Collected data:

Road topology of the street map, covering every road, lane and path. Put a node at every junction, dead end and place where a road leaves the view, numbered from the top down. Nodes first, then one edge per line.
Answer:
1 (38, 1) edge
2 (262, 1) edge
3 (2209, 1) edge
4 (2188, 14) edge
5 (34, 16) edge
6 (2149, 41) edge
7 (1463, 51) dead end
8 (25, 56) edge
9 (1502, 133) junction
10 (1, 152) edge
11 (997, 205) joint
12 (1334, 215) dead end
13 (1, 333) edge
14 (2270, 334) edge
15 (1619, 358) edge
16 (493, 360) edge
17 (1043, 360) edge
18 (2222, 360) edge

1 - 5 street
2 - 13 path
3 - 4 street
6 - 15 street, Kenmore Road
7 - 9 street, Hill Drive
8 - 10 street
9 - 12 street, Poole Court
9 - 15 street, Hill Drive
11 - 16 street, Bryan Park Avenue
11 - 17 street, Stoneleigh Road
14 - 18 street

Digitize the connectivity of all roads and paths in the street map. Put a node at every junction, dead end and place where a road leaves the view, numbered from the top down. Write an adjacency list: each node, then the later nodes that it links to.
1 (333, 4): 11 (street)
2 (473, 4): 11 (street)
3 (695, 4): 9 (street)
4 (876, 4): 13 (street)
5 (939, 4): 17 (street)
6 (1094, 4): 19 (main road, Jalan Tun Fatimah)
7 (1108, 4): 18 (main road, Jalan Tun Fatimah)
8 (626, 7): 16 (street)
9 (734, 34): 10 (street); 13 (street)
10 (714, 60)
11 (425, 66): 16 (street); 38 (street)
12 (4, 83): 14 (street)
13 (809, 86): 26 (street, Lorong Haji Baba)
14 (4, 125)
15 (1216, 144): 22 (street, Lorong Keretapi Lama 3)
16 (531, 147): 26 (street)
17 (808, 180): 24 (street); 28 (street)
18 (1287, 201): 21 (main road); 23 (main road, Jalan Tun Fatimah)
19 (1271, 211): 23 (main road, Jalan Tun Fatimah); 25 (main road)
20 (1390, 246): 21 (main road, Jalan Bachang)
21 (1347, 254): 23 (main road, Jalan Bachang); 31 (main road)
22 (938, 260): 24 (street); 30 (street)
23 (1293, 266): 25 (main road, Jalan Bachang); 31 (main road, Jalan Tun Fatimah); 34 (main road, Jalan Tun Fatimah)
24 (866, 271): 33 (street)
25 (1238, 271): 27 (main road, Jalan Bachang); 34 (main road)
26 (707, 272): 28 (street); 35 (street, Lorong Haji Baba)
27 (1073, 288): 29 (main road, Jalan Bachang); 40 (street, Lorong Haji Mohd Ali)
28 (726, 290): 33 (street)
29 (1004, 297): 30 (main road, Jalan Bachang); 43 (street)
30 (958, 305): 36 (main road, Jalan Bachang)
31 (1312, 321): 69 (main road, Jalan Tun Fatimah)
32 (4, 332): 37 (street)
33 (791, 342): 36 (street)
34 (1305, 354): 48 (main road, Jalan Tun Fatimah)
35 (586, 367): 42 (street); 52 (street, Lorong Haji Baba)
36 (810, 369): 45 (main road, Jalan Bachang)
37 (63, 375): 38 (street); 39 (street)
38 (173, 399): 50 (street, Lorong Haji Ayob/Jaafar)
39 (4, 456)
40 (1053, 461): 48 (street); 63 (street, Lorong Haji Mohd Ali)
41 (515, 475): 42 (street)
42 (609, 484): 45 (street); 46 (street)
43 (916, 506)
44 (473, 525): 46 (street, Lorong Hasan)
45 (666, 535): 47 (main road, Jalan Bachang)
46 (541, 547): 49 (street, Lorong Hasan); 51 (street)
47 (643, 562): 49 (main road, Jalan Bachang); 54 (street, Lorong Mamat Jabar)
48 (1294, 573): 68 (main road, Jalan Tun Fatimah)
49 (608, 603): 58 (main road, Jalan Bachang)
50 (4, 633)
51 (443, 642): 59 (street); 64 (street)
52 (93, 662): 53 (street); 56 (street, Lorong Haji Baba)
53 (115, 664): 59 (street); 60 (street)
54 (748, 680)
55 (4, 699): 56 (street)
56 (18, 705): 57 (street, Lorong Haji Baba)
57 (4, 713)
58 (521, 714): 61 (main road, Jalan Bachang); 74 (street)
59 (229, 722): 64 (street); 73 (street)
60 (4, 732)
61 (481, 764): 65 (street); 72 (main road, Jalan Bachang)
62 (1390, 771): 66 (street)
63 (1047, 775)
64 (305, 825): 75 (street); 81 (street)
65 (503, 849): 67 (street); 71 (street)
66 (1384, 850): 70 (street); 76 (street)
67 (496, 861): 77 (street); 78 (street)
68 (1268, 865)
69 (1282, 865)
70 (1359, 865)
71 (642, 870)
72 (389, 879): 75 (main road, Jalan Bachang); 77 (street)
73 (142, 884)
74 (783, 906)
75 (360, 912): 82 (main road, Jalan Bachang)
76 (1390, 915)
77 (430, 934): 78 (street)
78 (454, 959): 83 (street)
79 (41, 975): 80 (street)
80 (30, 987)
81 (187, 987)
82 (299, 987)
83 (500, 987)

**WHAT THE TASK REQUIRES:** All entries must be duplicated exactly, with none left out.

**EXERCISE ANSWER:**
Road topology of the street map, covering every road, lane and path. Put a node at every junction, dead end and place where a road leaves the view, numbered from the top down. Nodes first, then one edge per line.
Answer:
1 (38, 1) edge
2 (262, 1) edge
3 (2209, 1) edge
4 (2188, 14) edge
5 (34, 16) edge
6 (2149, 41) edge
7 (1463, 51) dead end
8 (25, 56) edge
9 (1502, 133) junction
10 (1, 152) edge
11 (997, 205) joint
12 (1334, 215) dead end
13 (1, 333) edge
14 (2270, 334) edge
15 (1619, 358) edge
16 (493, 360) edge
17 (1043, 360) edge
18 (2222, 360) edge

1 - 5 street
2 - 13 path
3 - 4 street
6 - 15 street, Kenmore Road
7 - 9 street, Hill Drive
8 - 10 street
9 - 12 street, Poole Court
9 - 15 street, Hill Drive
11 - 16 street, Bryan Park Avenue
11 - 17 street, Stoneleigh Road
14 - 18 street

Digitize the connectivity of all roads and paths in the street map. Put a node at every junction, dead end and place where a road leaves the view, numbered from the top down. Write an adjacency list: each node, then the later nodes that it links to.
1 (333, 4): 11 (street)
2 (473, 4): 11 (street)
3 (695, 4): 9 (street)
4 (876, 4): 13 (street)
5 (939, 4): 17 (street)
6 (1094, 4): 19 (main road, Jalan Tun Fatimah)
7 (1108, 4): 18 (main road, Jalan Tun Fatimah)
8 (626, 7): 16 (street)
9 (734, 34): 10 (street); 13 (street)
10 (714, 60)
11 (425, 66): 16 (street); 38 (street)
12 (4, 83): 14 (street)
13 (809, 86): 26 (street, Lorong Haji Baba)
14 (4, 125)
15 (1216, 144): 22 (street, Lorong Keretapi Lama 3)
16 (531, 147): 26 (street)
17 (808, 180): 24 (street); 28 (street)
18 (1287, 201): 21 (main road); 23 (main road, Jalan Tun Fatimah)
19 (1271, 211): 23 (main road, Jalan Tun Fatimah); 25 (main road)
20 (1390, 246): 21 (main road, Jalan Bachang)
21 (1347, 254): 23 (main road, Jalan Bachang); 31 (main road)
22 (938, 260): 24 (street); 30 (street)
23 (1293, 266): 25 (main road, Jalan Bachang); 31 (main road, Jalan Tun Fatimah); 34 (main road, Jalan Tun Fatimah)
24 (866, 271): 33 (street)
25 (1238, 271): 27 (main road, Jalan Bachang); 34 (main road)
26 (707, 272): 28 (street); 35 (street, Lorong Haji Baba)
27 (1073, 288): 29 (main road, Jalan Bachang); 40 (street, Lorong Haji Mohd Ali)
28 (726, 290): 33 (street)
29 (1004, 297): 30 (main road, Jalan Bachang); 43 (street)
30 (958, 305): 36 (main road, Jalan Bachang)
31 (1312, 321): 69 (main road, Jalan Tun Fatimah)
32 (4, 332): 37 (street)
33 (791, 342): 36 (street)
34 (1305, 354): 48 (main road, Jalan Tun Fatimah)
35 (586, 367): 42 (street); 52 (street, Lorong Haji Baba)
36 (810, 369): 45 (main road, Jalan Bachang)
37 (63, 375): 38 (street); 39 (street)
38 (173, 399): 50 (street, Lorong Haji Ayob/Jaafar)
39 (4, 456)
40 (1053, 461): 48 (street); 63 (street, Lorong Haji Mohd Ali)
41 (515, 475): 42 (street)
42 (609, 484): 45 (street); 46 (street)
43 (916, 506)
44 (473, 525): 46 (street, Lorong Hasan)
45 (666, 535): 47 (main road, Jalan Bachang)
46 (541, 547): 49 (street, Lorong Hasan); 51 (street)
47 (643, 562): 49 (main road, Jalan Bachang); 54 (street, Lorong Mamat Jabar)
48 (1294, 573): 68 (main road, Jalan Tun Fatimah)
49 (608, 603): 58 (main road, Jalan Bachang)
50 (4, 633)
51 (443, 642): 59 (street); 64 (street)
52 (93, 662): 53 (street); 56 (street, Lorong Haji Baba)
53 (115, 664): 59 (street); 60 (street)
54 (748, 680)
55 (4, 699): 56 (street)
56 (18, 705): 57 (street, Lorong Haji Baba)
57 (4, 713)
58 (521, 714): 61 (main road, Jalan Bachang); 74 (street)
59 (229, 722): 64 (street); 73 (street)
60 (4, 732)
61 (481, 764): 65 (street); 72 (main road, Jalan Bachang)
62 (1390, 771): 66 (street)
63 (1047, 775)
64 (305, 825): 75 (street); 81 (street)
65 (503, 849): 67 (street); 71 (street)
66 (1384, 850): 70 (street); 76 (street)
67 (496, 861): 77 (street); 78 (street)
68 (1268, 865)
69 (1282, 865)
70 (1359, 865)
71 (642, 870)
72 (389, 879): 75 (main road, Jalan Bachang); 77 (street)
73 (142, 884)
74 (783, 906)
75 (360, 912): 82 (main road, Jalan Bachang)
76 (1390, 915)
77 (430, 934): 78 (street)
78 (454, 959): 83 (street)
79 (41, 975): 80 (street)
80 (30, 987)
81 (187, 987)
82 (299, 987)
83 (500, 987)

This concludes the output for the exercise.